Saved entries
◇ ◇ ◇ ◇

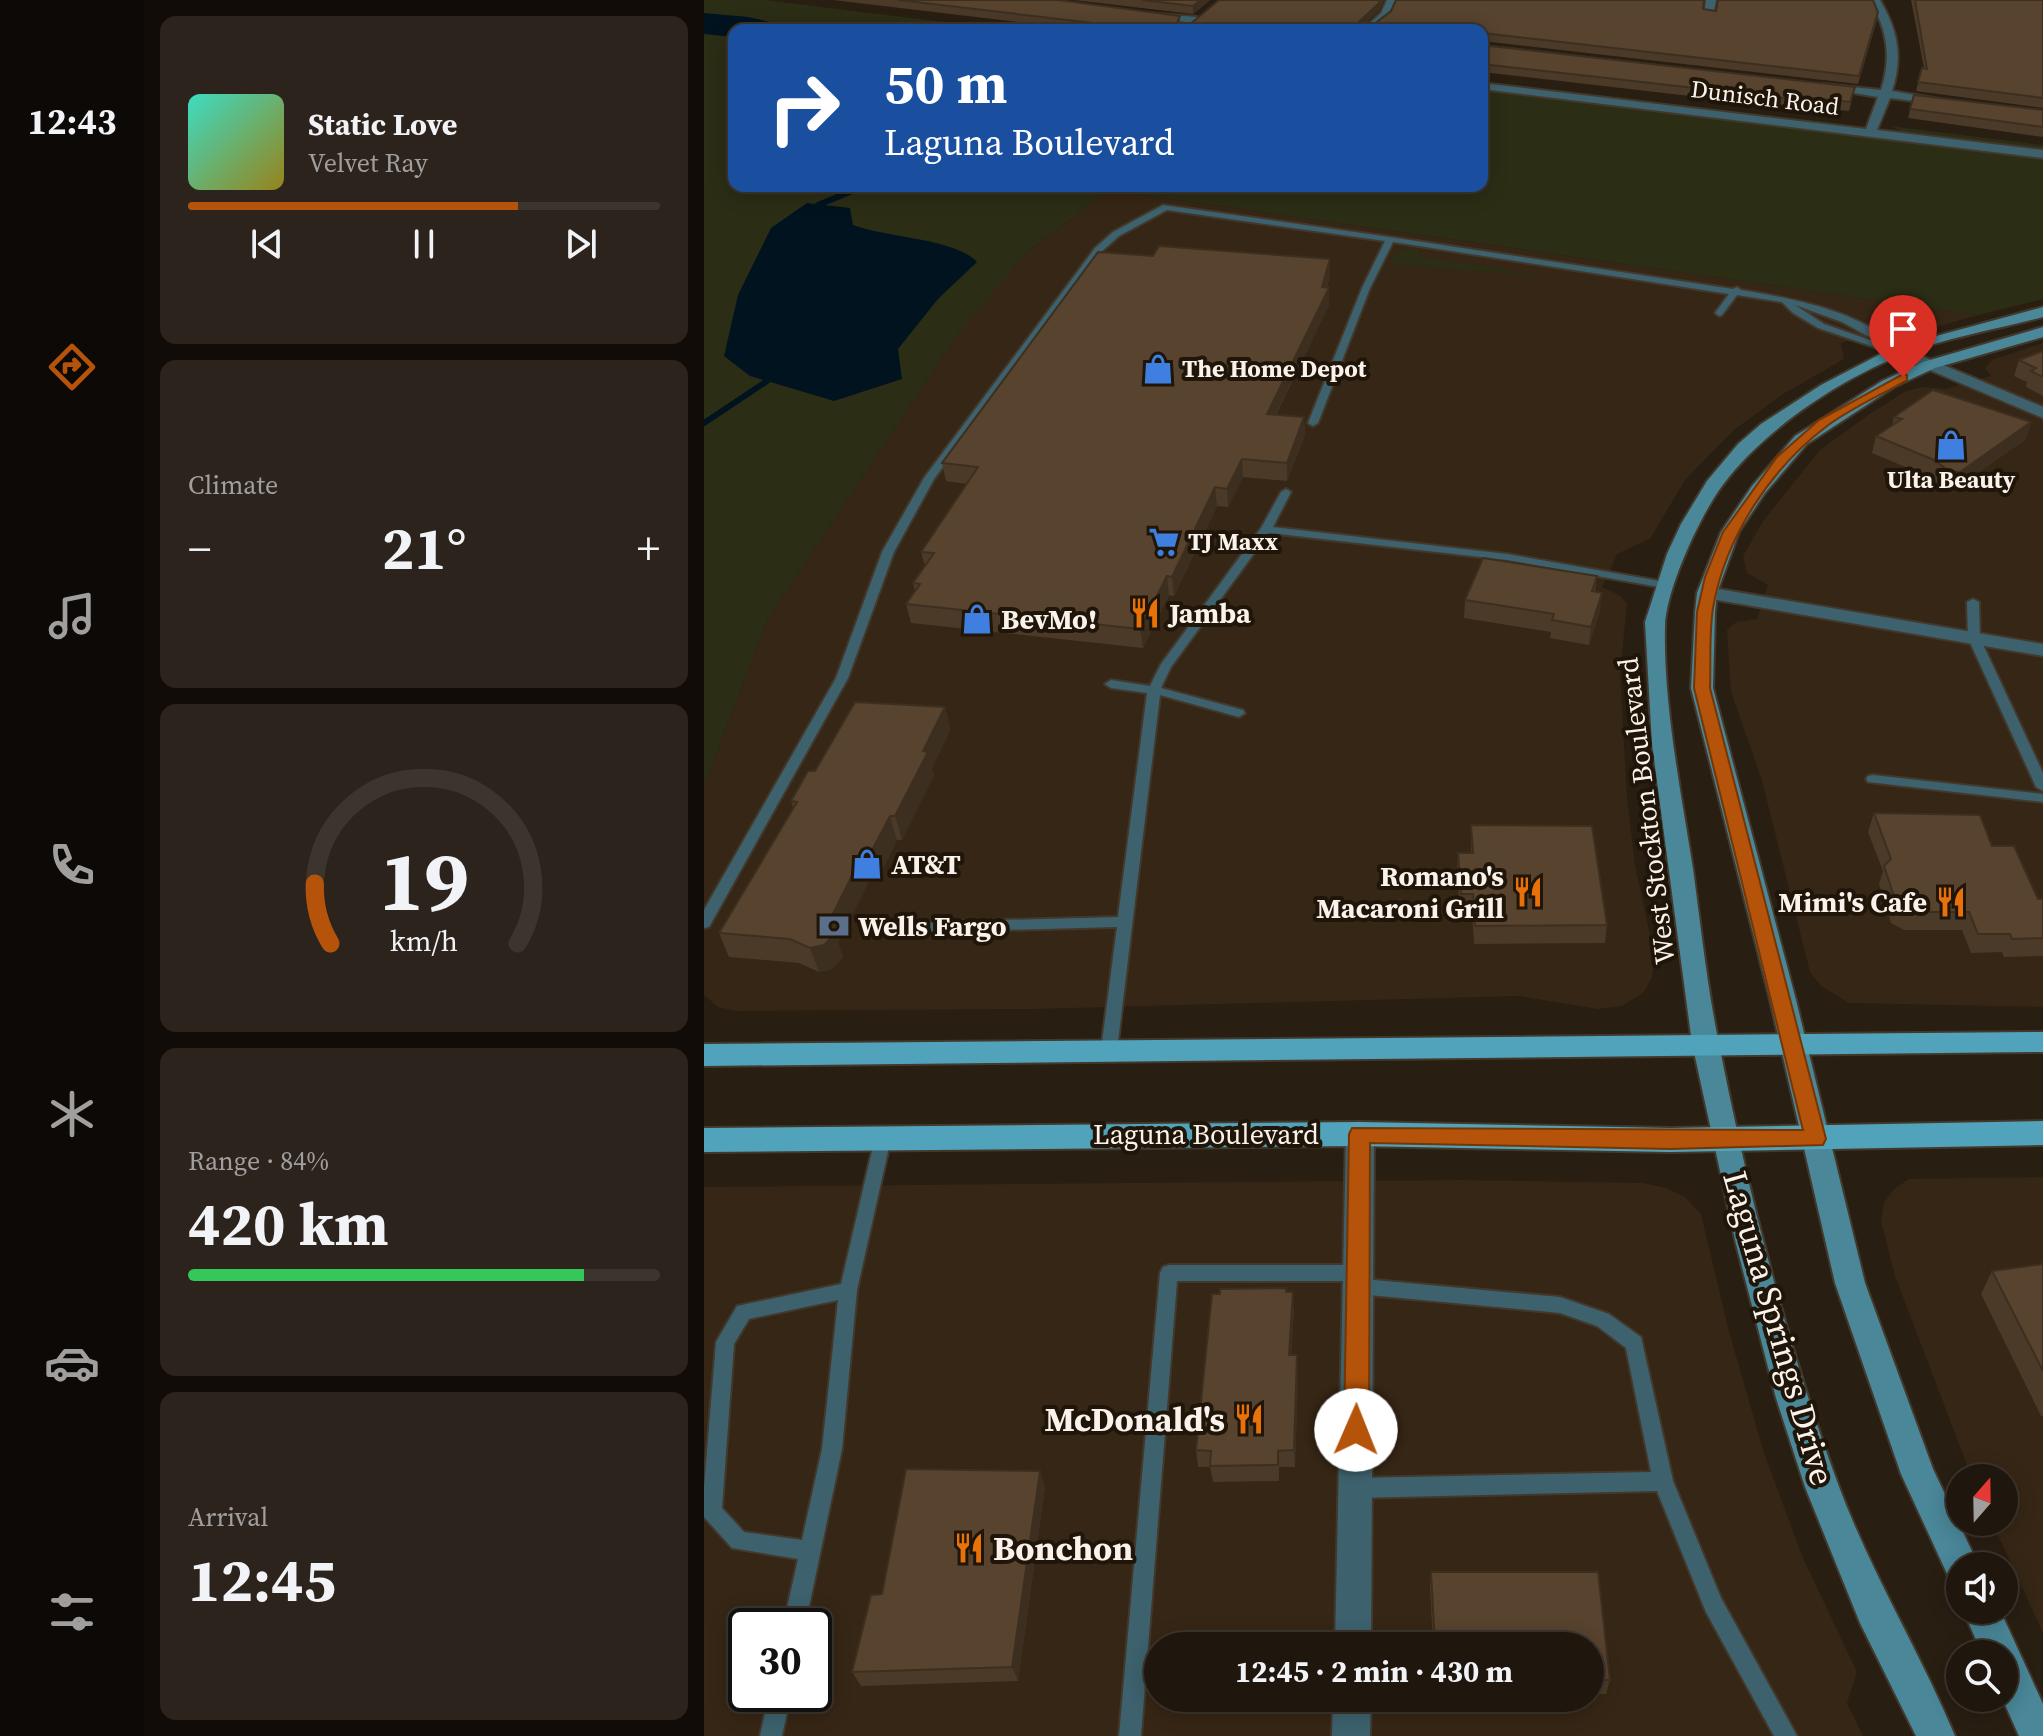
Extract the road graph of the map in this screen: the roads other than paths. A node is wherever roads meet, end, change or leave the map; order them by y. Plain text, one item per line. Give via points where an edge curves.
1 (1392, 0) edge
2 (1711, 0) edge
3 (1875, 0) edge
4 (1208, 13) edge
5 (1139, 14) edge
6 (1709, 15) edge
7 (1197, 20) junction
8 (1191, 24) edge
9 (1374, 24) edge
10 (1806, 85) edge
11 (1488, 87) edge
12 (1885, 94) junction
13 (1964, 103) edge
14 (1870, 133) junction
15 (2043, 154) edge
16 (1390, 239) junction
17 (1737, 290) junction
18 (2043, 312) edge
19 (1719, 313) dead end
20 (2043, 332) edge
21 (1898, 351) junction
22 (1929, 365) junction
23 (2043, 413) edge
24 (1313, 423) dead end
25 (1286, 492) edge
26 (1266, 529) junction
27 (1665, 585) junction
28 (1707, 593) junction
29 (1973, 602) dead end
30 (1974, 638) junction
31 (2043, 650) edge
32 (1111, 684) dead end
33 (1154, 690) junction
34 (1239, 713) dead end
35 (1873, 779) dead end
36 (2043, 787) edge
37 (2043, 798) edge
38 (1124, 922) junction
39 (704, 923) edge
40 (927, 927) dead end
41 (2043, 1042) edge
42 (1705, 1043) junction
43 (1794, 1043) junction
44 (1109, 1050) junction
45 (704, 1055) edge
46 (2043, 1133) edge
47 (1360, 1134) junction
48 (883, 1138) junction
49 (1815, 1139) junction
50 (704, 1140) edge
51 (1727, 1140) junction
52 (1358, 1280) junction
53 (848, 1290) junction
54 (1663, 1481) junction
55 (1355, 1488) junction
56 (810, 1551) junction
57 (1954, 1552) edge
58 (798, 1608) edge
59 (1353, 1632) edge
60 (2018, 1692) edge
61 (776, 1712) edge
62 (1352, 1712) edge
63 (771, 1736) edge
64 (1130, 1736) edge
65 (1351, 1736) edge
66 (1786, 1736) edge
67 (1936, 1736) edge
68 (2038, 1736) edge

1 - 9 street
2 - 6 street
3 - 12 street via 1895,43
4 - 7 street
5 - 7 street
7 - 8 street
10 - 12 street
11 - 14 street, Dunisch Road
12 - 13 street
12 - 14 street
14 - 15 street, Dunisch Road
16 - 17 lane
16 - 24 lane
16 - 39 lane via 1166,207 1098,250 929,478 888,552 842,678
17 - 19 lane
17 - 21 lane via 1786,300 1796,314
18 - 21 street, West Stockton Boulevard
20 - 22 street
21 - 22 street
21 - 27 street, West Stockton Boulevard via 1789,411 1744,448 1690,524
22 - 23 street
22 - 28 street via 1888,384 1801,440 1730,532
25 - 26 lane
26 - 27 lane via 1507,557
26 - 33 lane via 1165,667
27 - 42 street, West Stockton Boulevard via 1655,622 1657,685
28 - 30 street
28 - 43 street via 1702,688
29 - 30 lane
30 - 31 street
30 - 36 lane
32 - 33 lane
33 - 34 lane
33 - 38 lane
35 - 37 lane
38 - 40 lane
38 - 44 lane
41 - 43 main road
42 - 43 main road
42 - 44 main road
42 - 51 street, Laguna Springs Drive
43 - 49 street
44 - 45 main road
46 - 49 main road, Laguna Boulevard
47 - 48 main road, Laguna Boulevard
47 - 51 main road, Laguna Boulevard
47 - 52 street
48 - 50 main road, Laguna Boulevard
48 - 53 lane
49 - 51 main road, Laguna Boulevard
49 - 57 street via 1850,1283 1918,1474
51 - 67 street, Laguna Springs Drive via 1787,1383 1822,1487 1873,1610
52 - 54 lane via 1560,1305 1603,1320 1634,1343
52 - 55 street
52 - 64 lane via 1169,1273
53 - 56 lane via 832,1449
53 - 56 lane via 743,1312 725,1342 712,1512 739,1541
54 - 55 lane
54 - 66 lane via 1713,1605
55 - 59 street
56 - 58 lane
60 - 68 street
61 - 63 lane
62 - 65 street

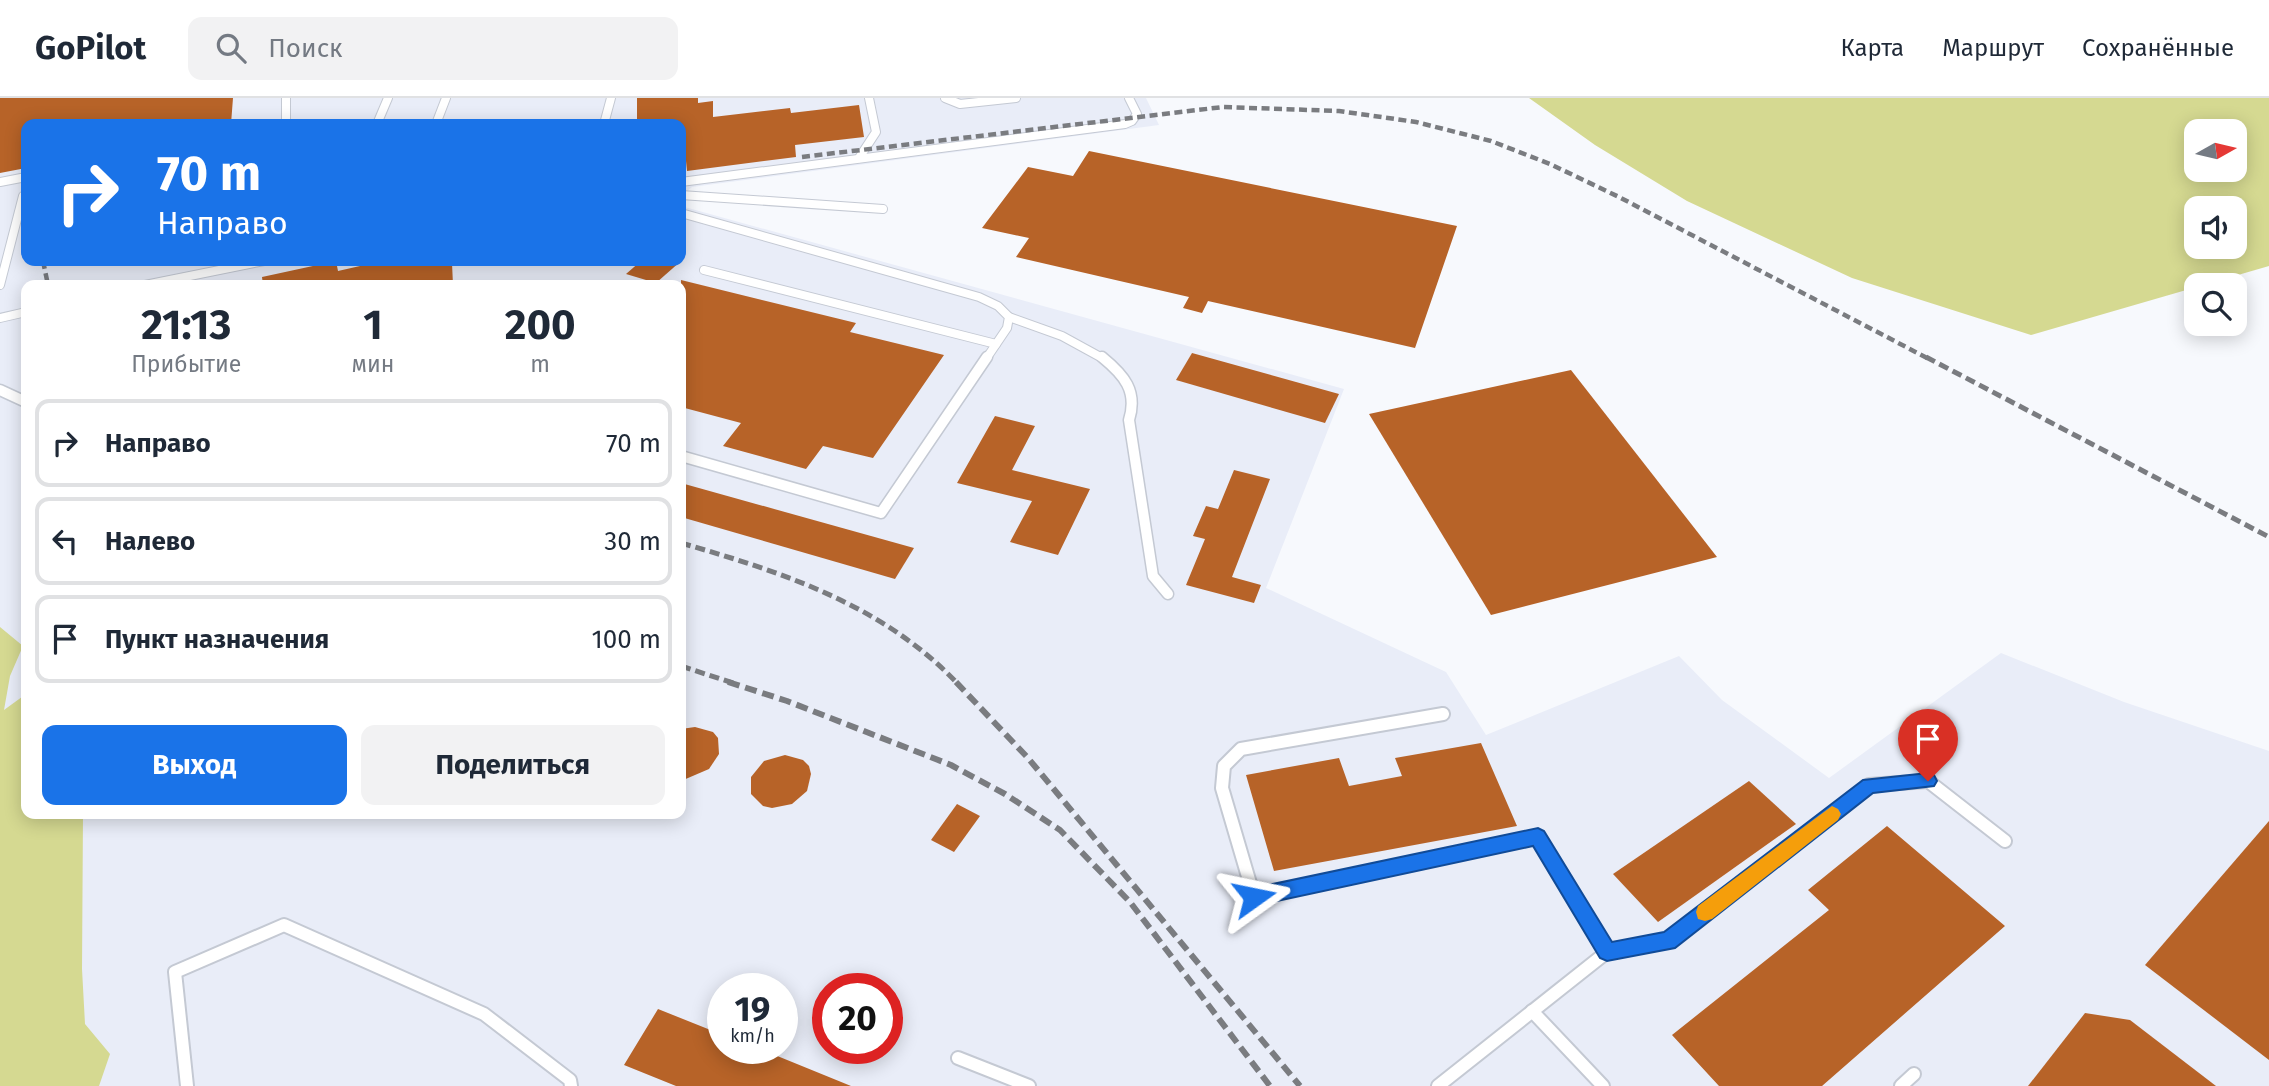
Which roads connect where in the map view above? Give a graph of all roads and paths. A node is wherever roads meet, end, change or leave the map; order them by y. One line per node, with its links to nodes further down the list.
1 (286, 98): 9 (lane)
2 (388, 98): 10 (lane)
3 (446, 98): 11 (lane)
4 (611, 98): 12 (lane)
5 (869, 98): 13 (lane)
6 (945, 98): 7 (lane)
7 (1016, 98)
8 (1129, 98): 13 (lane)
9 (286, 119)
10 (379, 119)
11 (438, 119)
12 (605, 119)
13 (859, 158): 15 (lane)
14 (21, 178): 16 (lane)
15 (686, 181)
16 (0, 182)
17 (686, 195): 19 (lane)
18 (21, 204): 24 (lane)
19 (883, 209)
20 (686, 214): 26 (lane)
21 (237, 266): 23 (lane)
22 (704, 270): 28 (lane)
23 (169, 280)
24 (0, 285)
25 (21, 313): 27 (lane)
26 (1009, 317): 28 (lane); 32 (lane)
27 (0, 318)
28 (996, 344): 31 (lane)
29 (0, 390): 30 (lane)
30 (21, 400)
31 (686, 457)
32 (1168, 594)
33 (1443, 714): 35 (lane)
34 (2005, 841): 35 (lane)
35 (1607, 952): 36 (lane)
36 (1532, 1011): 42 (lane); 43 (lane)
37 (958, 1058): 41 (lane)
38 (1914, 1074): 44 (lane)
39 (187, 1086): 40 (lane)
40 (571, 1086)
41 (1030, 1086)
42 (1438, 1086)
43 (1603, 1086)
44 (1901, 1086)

◇ ◇ ◇ ◇

*Task statement*. Every line of the records that includes the word "Springs" should be gathered.

*Output*.
42 - 51 street, Laguna Springs Drive
51 - 67 street, Laguna Springs Drive via 1787,1383 1822,1487 1873,1610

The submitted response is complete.